Repeat all of the records verbatim.

-------- Given records --------

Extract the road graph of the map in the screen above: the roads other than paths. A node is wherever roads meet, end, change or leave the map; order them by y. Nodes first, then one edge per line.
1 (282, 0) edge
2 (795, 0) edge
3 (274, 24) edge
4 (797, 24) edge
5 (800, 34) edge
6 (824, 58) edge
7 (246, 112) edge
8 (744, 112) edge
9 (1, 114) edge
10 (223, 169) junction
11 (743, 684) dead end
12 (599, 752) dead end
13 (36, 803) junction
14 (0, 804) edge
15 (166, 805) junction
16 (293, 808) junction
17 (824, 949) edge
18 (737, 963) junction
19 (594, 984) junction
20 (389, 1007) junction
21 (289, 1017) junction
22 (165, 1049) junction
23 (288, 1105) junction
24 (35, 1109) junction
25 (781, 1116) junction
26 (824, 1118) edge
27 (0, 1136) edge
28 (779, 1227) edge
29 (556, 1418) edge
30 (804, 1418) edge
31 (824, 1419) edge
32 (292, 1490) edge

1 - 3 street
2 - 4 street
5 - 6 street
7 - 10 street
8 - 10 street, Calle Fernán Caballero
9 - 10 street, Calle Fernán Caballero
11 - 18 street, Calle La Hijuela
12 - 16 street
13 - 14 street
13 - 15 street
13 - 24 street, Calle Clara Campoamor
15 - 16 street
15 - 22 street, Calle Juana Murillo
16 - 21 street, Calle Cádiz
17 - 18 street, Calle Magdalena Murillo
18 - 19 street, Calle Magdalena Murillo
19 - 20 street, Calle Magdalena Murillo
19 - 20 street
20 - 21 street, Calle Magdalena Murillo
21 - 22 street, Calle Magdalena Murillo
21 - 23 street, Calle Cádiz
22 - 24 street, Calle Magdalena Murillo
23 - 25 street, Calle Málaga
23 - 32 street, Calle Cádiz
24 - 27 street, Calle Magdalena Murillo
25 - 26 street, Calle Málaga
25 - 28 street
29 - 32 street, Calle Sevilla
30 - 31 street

--------

## Answer box
Extract the road graph of the map in the screen above: the roads other than paths. A node is wherever roads meet, end, change or leave the map; order them by y. Nodes first, then one edge per line.
1 (282, 0) edge
2 (795, 0) edge
3 (274, 24) edge
4 (797, 24) edge
5 (800, 34) edge
6 (824, 58) edge
7 (246, 112) edge
8 (744, 112) edge
9 (1, 114) edge
10 (223, 169) junction
11 (743, 684) dead end
12 (599, 752) dead end
13 (36, 803) junction
14 (0, 804) edge
15 (166, 805) junction
16 (293, 808) junction
17 (824, 949) edge
18 (737, 963) junction
19 (594, 984) junction
20 (389, 1007) junction
21 (289, 1017) junction
22 (165, 1049) junction
23 (288, 1105) junction
24 (35, 1109) junction
25 (781, 1116) junction
26 (824, 1118) edge
27 (0, 1136) edge
28 (779, 1227) edge
29 (556, 1418) edge
30 (804, 1418) edge
31 (824, 1419) edge
32 (292, 1490) edge

1 - 3 street
2 - 4 street
5 - 6 street
7 - 10 street
8 - 10 street, Calle Fernán Caballero
9 - 10 street, Calle Fernán Caballero
11 - 18 street, Calle La Hijuela
12 - 16 street
13 - 14 street
13 - 15 street
13 - 24 street, Calle Clara Campoamor
15 - 16 street
15 - 22 street, Calle Juana Murillo
16 - 21 street, Calle Cádiz
17 - 18 street, Calle Magdalena Murillo
18 - 19 street, Calle Magdalena Murillo
19 - 20 street, Calle Magdalena Murillo
19 - 20 street
20 - 21 street, Calle Magdalena Murillo
21 - 22 street, Calle Magdalena Murillo
21 - 23 street, Calle Cádiz
22 - 24 street, Calle Magdalena Murillo
23 - 25 street, Calle Málaga
23 - 32 street, Calle Cádiz
24 - 27 street, Calle Magdalena Murillo
25 - 26 street, Calle Málaga
25 - 28 street
29 - 32 street, Calle Sevilla
30 - 31 street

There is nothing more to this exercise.